= Ange-Marie Hancock =

American professor

Ange-Marie Hancock is the Executive Director of the Kirwan Institute for the Study of Race and Ethnicity and ENGIE-Axium Endowed Professor of Political Science at The Ohio State University.
She was previously the Dean's Professor of Gender Studies and Professor of Political Science and Gender and Sexuality Studies at the University of Southern California. Hancock is an applied political theorist and scholar of intersectionality. Hancock previously worked as CEO of RISIST, the Research Institute for the Study of Intersectionality and Social Transformation.

== Education and early career ==
Hancock received her B.A. in Politics from New York University in 1991. She earned an M.A. and Ph.D. in Political Science from University of North Carolina at Chapel Hill in 1997 and 2000, respectively. Before attending graduate school, Hancock was employed at the National Basketball Association, where she helped research and propose a business model for what would become the Women's National Basketball Association (WNBA).

== Career ==
Hancock is a scholar of intersectionality and political science. Scholars reviewing her 2016 book, Intersectionality: An Intellectual History, praised it for providing "a rich history of intersectional thought and practice" and write that Hancock's book "helps us move beyond some of the problems that have arisen as intersectionality has gained currency within the US academy."

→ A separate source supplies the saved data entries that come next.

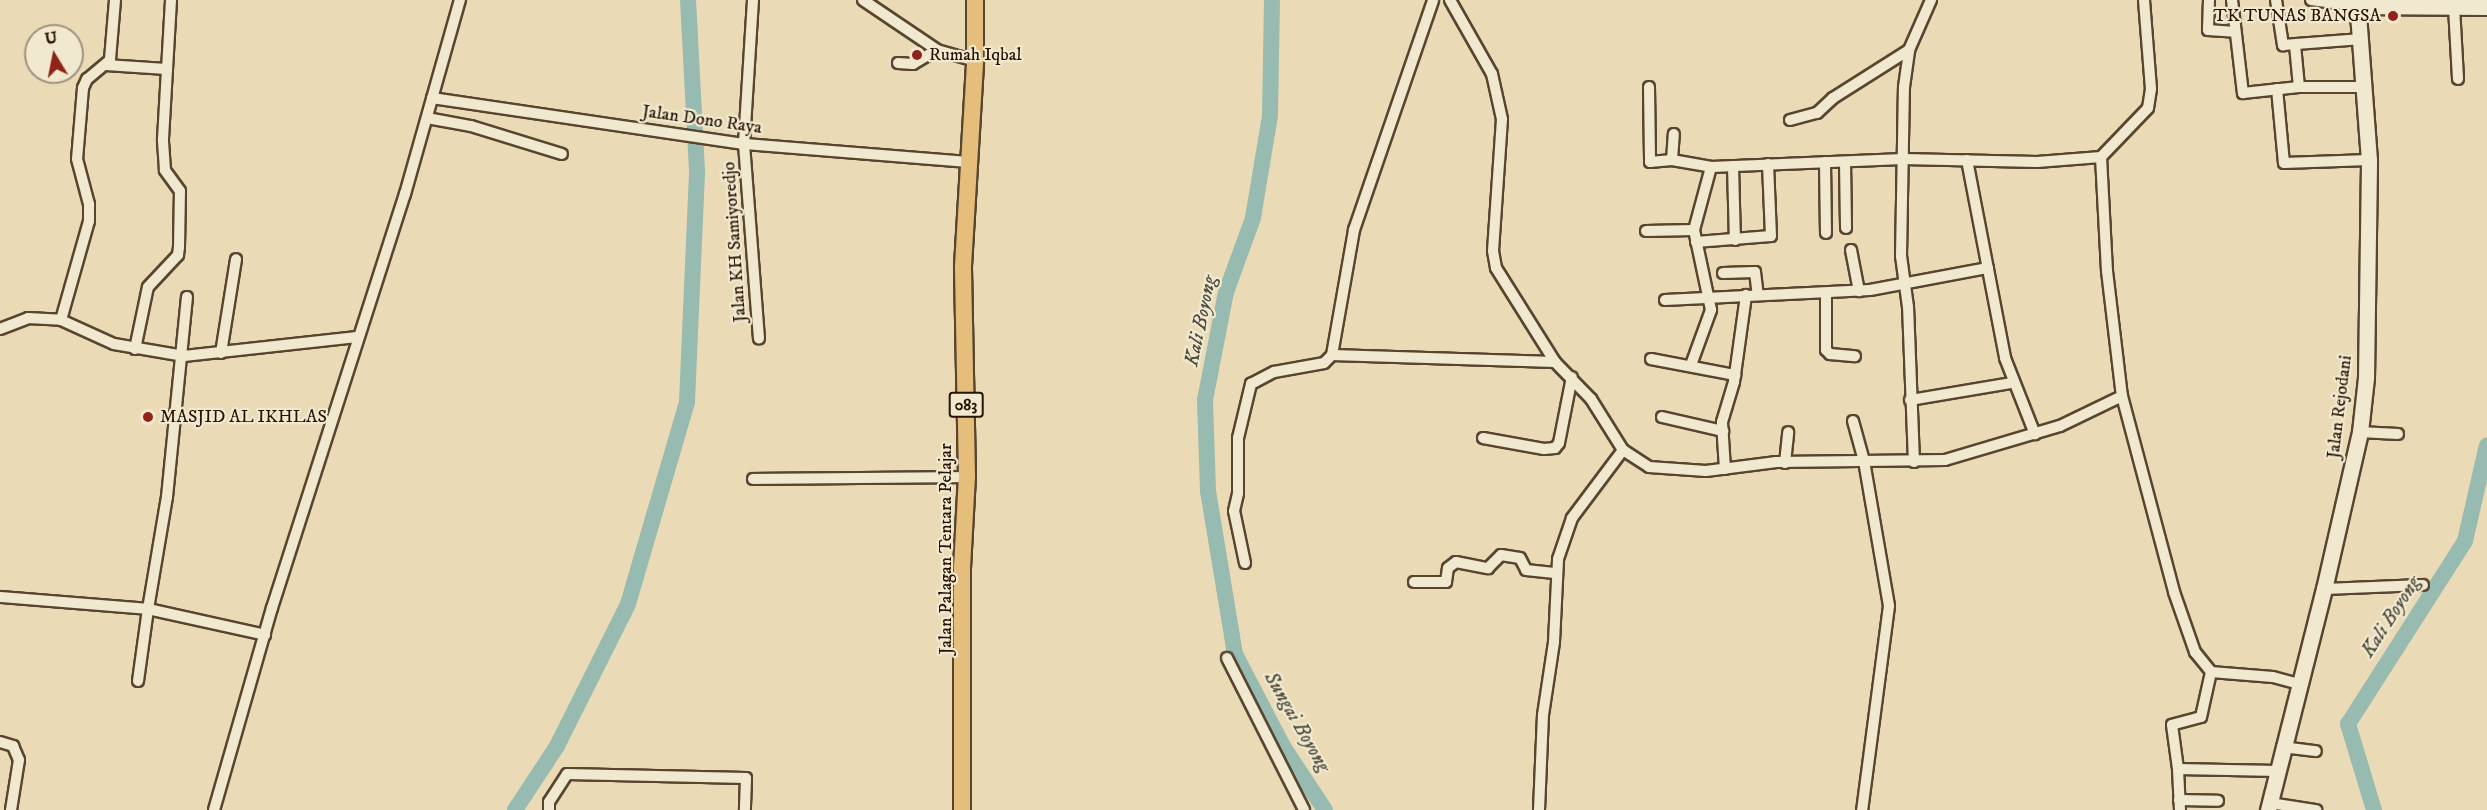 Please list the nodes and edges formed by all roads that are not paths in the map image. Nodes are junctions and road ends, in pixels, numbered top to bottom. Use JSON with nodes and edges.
{"nodes":[{"id":1,"x":115,"y":0,"type":"edge"},
{"id":2,"x":171,"y":0,"type":"edge"},
{"id":3,"x":460,"y":0,"type":"edge"},
{"id":4,"x":753,"y":0,"type":"edge"},
{"id":5,"x":975,"y":0,"type":"edge"},
{"id":6,"x":1433,"y":0,"type":"edge"},
{"id":7,"x":1450,"y":0,"type":"edge"},
{"id":8,"x":1931,"y":0,"type":"edge"},
{"id":9,"x":2144,"y":0,"type":"edge"},
{"id":10,"x":2209,"y":0,"type":"edge"},
{"id":11,"x":2232,"y":0,"type":"edge"},
{"id":12,"x":2276,"y":0,"type":"edge"},
{"id":13,"x":2311,"y":0,"type":"edge"},
{"id":14,"x":869,"y":1,"type":"edge"},
{"id":15,"x":2358,"y":3,"type":"edge"},
{"id":16,"x":2454,"y":7,"type":"junction"},
{"id":17,"x":2487,"y":7,"type":"edge"},
{"id":18,"x":2235,"y":32,"type":"junction"},
{"id":19,"x":2362,"y":39,"type":"junction"},
{"id":20,"x":2295,"y":45,"type":"junction"},
{"id":21,"x":936,"y":50,"type":"junction"},
{"id":22,"x":1909,"y":50,"type":"junction"},
{"id":23,"x":975,"y":61,"type":"junction"},
{"id":24,"x":898,"y":63,"type":"dead end"},
{"id":25,"x":107,"y":65,"type":"junction"},
{"id":26,"x":165,"y":69,"type":"junction"},
{"id":27,"x":2458,"y":79,"type":"dead end"},
{"id":28,"x":1649,"y":87,"type":"dead end"},
{"id":29,"x":2299,"y":87,"type":"junction"},
{"id":30,"x":2362,"y":87,"type":"junction"},
{"id":31,"x":2277,"y":89,"type":"junction"},
{"id":32,"x":432,"y":98,"type":"junction"},
{"id":33,"x":427,"y":118,"type":"junction"},
{"id":34,"x":1790,"y":120,"type":"dead end"},
{"id":35,"x":1674,"y":134,"type":"dead end"},
{"id":36,"x":744,"y":144,"type":"junction"},
{"id":37,"x":562,"y":154,"type":"dead end"},
{"id":38,"x":2101,"y":157,"type":"junction"},
{"id":39,"x":1903,"y":159,"type":"junction"},
{"id":40,"x":1672,"y":160,"type":"junction"},
{"id":41,"x":1966,"y":160,"type":"junction"},
{"id":42,"x":2369,"y":160,"type":"junction"},
{"id":43,"x":969,"y":162,"type":"junction"},
{"id":44,"x":1825,"y":162,"type":"junction"},
{"id":45,"x":1845,"y":162,"type":"junction"},
{"id":46,"x":1768,"y":164,"type":"junction"},
{"id":47,"x":1733,"y":166,"type":"junction"},
{"id":48,"x":1711,"y":167,"type":"junction"},
{"id":49,"x":1846,"y":228,"type":"dead end"},
{"id":50,"x":1694,"y":230,"type":"junction"},
{"id":51,"x":1646,"y":231,"type":"dead end"},
{"id":52,"x":1826,"y":233,"type":"dead end"},
{"id":53,"x":1735,"y":240,"type":"junction"},
{"id":54,"x":1696,"y":243,"type":"junction"},
{"id":55,"x":1851,"y":250,"type":"dead end"},
{"id":56,"x":236,"y":260,"type":"dead end"},
{"id":57,"x":1988,"y":268,"type":"junction"},
{"id":58,"x":1723,"y":273,"type":"dead end"},
{"id":59,"x":1904,"y":285,"type":"junction"},
{"id":60,"x":1859,"y":291,"type":"junction"},
{"id":61,"x":1826,"y":293,"type":"junction"},
{"id":62,"x":1711,"y":295,"type":"junction"},
{"id":63,"x":1746,"y":295,"type":"junction"},
{"id":64,"x":1758,"y":295,"type":"junction"},
{"id":65,"x":187,"y":297,"type":"dead end"},
{"id":66,"x":1665,"y":300,"type":"dead end"},
{"id":67,"x":61,"y":320,"type":"junction"},
{"id":68,"x":0,"y":329,"type":"edge"},
{"id":69,"x":357,"y":337,"type":"junction"},
{"id":70,"x":759,"y":338,"type":"dead end"},
{"id":71,"x":135,"y":349,"type":"junction"},
{"id":72,"x":221,"y":353,"type":"junction"},
{"id":73,"x":1332,"y":355,"type":"junction"},
{"id":74,"x":184,"y":356,"type":"junction"},
{"id":75,"x":1855,"y":356,"type":"dead end"},
{"id":76,"x":1651,"y":358,"type":"dead end"},
{"id":77,"x":1555,"y":362,"type":"junction"},
{"id":78,"x":1691,"y":365,"type":"junction"},
{"id":79,"x":1735,"y":375,"type":"junction"},
{"id":80,"x":1572,"y":377,"type":"junction"},
{"id":81,"x":2012,"y":383,"type":"junction"},
{"id":82,"x":2122,"y":396,"type":"junction"},
{"id":83,"x":1911,"y":400,"type":"junction"},
{"id":84,"x":1662,"y":417,"type":"dead end"},
{"id":85,"x":1853,"y":421,"type":"dead end"},
{"id":86,"x":1723,"y":431,"type":"junction"},
{"id":87,"x":1788,"y":432,"type":"dead end"},
{"id":88,"x":2360,"y":432,"type":"junction"},
{"id":89,"x":2035,"y":434,"type":"junction"},
{"id":90,"x":2398,"y":434,"type":"dead end"},
{"id":91,"x":1483,"y":438,"type":"dead end"},
{"id":92,"x":1623,"y":450,"type":"junction"},
{"id":93,"x":1864,"y":461,"type":"junction"},
{"id":94,"x":1914,"y":462,"type":"junction"},
{"id":95,"x":1785,"y":463,"type":"junction"},
{"id":96,"x":1725,"y":469,"type":"junction"},
{"id":97,"x":967,"y":477,"type":"junction"},
{"id":98,"x":753,"y":478,"type":"dead end"},
{"id":99,"x":1245,"y":562,"type":"dead end"},
{"id":100,"x":1557,"y":573,"type":"junction"},
{"id":101,"x":1414,"y":582,"type":"dead end"},
{"id":102,"x":2423,"y":585,"type":"dead end"},
{"id":103,"x":2324,"y":589,"type":"junction"},
{"id":104,"x":0,"y":597,"type":"edge"},
{"id":105,"x":148,"y":609,"type":"junction"},
{"id":106,"x":264,"y":635,"type":"junction"},
{"id":107,"x":1227,"y":658,"type":"dead end"},
{"id":108,"x":2211,"y":672,"type":"junction"},
{"id":109,"x":138,"y":681,"type":"dead end"},
{"id":110,"x":2299,"y":684,"type":"junction"},
{"id":111,"x":0,"y":742,"type":"edge"},
{"id":112,"x":2282,"y":747,"type":"junction"},
{"id":113,"x":2316,"y":751,"type":"dead end"},
{"id":114,"x":2178,"y":769,"type":"junction"},
{"id":115,"x":2278,"y":771,"type":"junction"},
{"id":116,"x":2217,"y":801,"type":"dead end"},
{"id":117,"x":2179,"y":805,"type":"edge"},
{"id":118,"x":2269,"y":807,"type":"edge"},
{"id":119,"x":11,"y":810,"type":"edge"},
{"id":120,"x":214,"y":810,"type":"edge"},
{"id":121,"x":549,"y":810,"type":"edge"},
{"id":122,"x":745,"y":810,"type":"edge"},
{"id":123,"x":962,"y":810,"type":"edge"},
{"id":124,"x":1304,"y":810,"type":"edge"},
{"id":125,"x":1539,"y":810,"type":"edge"},
{"id":126,"x":1862,"y":810,"type":"edge"},
{"id":127,"x":2316,"y":810,"type":"edge"}],
"edges":[{"from":1,"to":25,"type":"street"},
{"from":2,"to":26,"type":"street"},
{"from":3,"to":32,"type":"street"},
{"from":4,"to":36,"type":"street","name":"Jalan KH Samiyoredjo"},
{"from":5,"to":23,"type":"main road","name":"Jalan Palagan Tentara Pelajar","number":"083"},
{"from":6,"to":73,"type":"street"},
{"from":7,"to":77,"type":"street"},
{"from":8,"to":22,"type":"street"},
{"from":9,"to":38,"type":"street"},
{"from":10,"to":18,"type":"street"},
{"from":11,"to":18,"type":"street"},
{"from":12,"to":20,"type":"street"},
{"from":13,"to":15,"type":"street"},
{"from":14,"to":21,"type":"street"},
{"from":15,"to":16,"type":"main road"},
{"from":15,"to":19,"type":"main road","name":"Jalan Rejodani"},
{"from":16,"to":17,"type":"main road"},
{"from":16,"to":27,"type":"street"},
{"from":18,"to":31,"type":"street"},
{"from":19,"to":20,"type":"street"},
{"from":19,"to":30,"type":"main road","name":"Jalan Rejodani"},
{"from":20,"to":29,"type":"street"},
{"from":21,"to":23,"type":"street"},
{"from":21,"to":24,"type":"street"},
{"from":22,"to":34,"type":"street"},
{"from":22,"to":39,"type":"street"},
{"from":23,"to":43,"type":"main road","name":"Jalan Palagan Tentara Pelajar","number":"083"},
{"from":25,"to":26,"type":"street"},
{"from":25,"to":67,"type":"street"},
{"from":26,"to":71,"type":"street"},
{"from":28,"to":40,"type":"street"},
{"from":29,"to":30,"type":"street"},
{"from":29,"to":31,"type":"street"},
{"from":30,"to":42,"type":"main road","name":"Jalan Rejodani"},
{"from":31,"to":42,"type":"street"},
{"from":32,"to":33,"type":"street"},
{"from":32,"to":36,"type":"street","name":"Jalan Dono Raya"},
{"from":33,"to":37,"type":"street"},
{"from":33,"to":69,"type":"street"},
{"from":35,"to":40,"type":"street"},
{"from":36,"to":43,"type":"street","name":"Jalan Dono Raya"},
{"from":36,"to":70,"type":"street","name":"Jalan KH Samiyoredjo"},
{"from":38,"to":41,"type":"street"},
{"from":38,"to":82,"type":"street"},
{"from":39,"to":41,"type":"street"},
{"from":39,"to":45,"type":"street"},
{"from":39,"to":59,"type":"street"},
{"from":40,"to":48,"type":"street"},
{"from":41,"to":57,"type":"street"},
{"from":42,"to":88,"type":"main road","name":"Jalan Rejodani"},
{"from":43,"to":97,"type":"main road","name":"Jalan Palagan Tentara Pelajar","number":"083"},
{"from":44,"to":45,"type":"street"},
{"from":44,"to":46,"type":"street"},
{"from":44,"to":52,"type":"street"},
{"from":45,"to":49,"type":"street"},
{"from":46,"to":47,"type":"street"},
{"from":46,"to":53,"type":"street"},
{"from":47,"to":48,"type":"street"},
{"from":47,"to":53,"type":"street"},
{"from":48,"to":50,"type":"street"},
{"from":50,"to":51,"type":"street"},
{"from":50,"to":54,"type":"street"},
{"from":53,"to":54,"type":"street"},
{"from":54,"to":62,"type":"street"},
{"from":55,"to":60,"type":"street"},
{"from":56,"to":72,"type":"street"},
{"from":57,"to":59,"type":"street"},
{"from":57,"to":81,"type":"street"},
{"from":58,"to":64,"type":"street"},
{"from":59,"to":60,"type":"street"},
{"from":59,"to":83,"type":"street"},
{"from":60,"to":61,"type":"street"},
{"from":61,"to":64,"type":"street"},
{"from":61,"to":75,"type":"street"},
{"from":62,"to":63,"type":"street"},
{"from":62,"to":66,"type":"street"},
{"from":62,"to":78,"type":"street"},
{"from":63,"to":64,"type":"street"},
{"from":63,"to":79,"type":"street"},
{"from":65,"to":74,"type":"street"},
{"from":67,"to":68,"type":"street"},
{"from":67,"to":71,"type":"street"},
{"from":69,"to":72,"type":"street"},
{"from":69,"to":106,"type":"street"},
{"from":71,"to":74,"type":"street"},
{"from":72,"to":74,"type":"street"},
{"from":73,"to":77,"type":"street"},
{"from":73,"to":99,"type":"street"},
{"from":74,"to":105,"type":"street"},
{"from":76,"to":78,"type":"street"},
{"from":77,"to":80,"type":"street"},
{"from":78,"to":79,"type":"street"},
{"from":79,"to":86,"type":"street"},
{"from":80,"to":91,"type":"street"},
{"from":80,"to":92,"type":"street"},
{"from":81,"to":83,"type":"street"},
{"from":81,"to":89,"type":"street"},
{"from":82,"to":89,"type":"street"},
{"from":82,"to":108,"type":"street"},
{"from":83,"to":94,"type":"street"},
{"from":84,"to":86,"type":"street"},
{"from":85,"to":93,"type":"street"},
{"from":86,"to":96,"type":"street"},
{"from":87,"to":95,"type":"street"},
{"from":88,"to":90,"type":"street"},
{"from":88,"to":103,"type":"main road","name":"Jalan Rejodani"},
{"from":89,"to":94,"type":"street"},
{"from":92,"to":96,"type":"street"},
{"from":92,"to":100,"type":"street"},
{"from":93,"to":94,"type":"street"},
{"from":93,"to":95,"type":"street"},
{"from":93,"to":126,"type":"street"},
{"from":95,"to":96,"type":"street"},
{"from":97,"to":98,"type":"street"},
{"from":97,"to":123,"type":"main road","name":"Jalan Palagan Tentara Pelajar","number":"083"},
{"from":100,"to":101,"type":"street"},
{"from":100,"to":125,"type":"street"},
{"from":102,"to":103,"type":"street"},
{"from":103,"to":110,"type":"main road","name":"Jalan Rejodani"},
{"from":104,"to":105,"type":"street"},
{"from":105,"to":106,"type":"street"},
{"from":105,"to":109,"type":"street"},
{"from":106,"to":120,"type":"street"},
{"from":107,"to":124,"type":"street"},
{"from":108,"to":110,"type":"street"},
{"from":108,"to":114,"type":"street"},
{"from":110,"to":112,"type":"main road","name":"Jalan Rejodani"},
{"from":111,"to":119,"type":"street"},
{"from":112,"to":113,"type":"street"},
{"from":112,"to":115,"type":"main road","name":"Jalan Rejodani"},
{"from":114,"to":115,"type":"street"},
{"from":114,"to":117,"type":"street"},
{"from":115,"to":118,"type":"main road","name":"Jalan Rejodani"},
{"from":116,"to":117,"type":"street"},
{"from":118,"to":127,"type":"street"},
{"from":121,"to":122,"type":"street"}]}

Hancock has served on the editorial board of Perspectives on Politics and was a co-editor of Politics, Groups and Identities. Hancock is a political analyst for NBC4.

== Books ==
- Hancock, Ange-Marie. 2004. The Politics of Disgust and the Public Identity of the "Welfare Queen". New York, NY: New York University Press.
- Hancock, Ange-Marie. 2011. Solidarity Politics for Millennials: A Guide to Ending the Oppression Olympics. New York, NY: Palgrave-Macmillan.
- Hancock, Ange-Marie. 2016. Intersectionality: An Intellectual History. New York, NY: Oxford University Press.

== Selected awards ==
- Best Book, National Conference of Black Political Scientists, 2006-2007.
- Best First Book, American Political Science Association Organized Section on Race, Ethnicity & Politics, 2006-2007.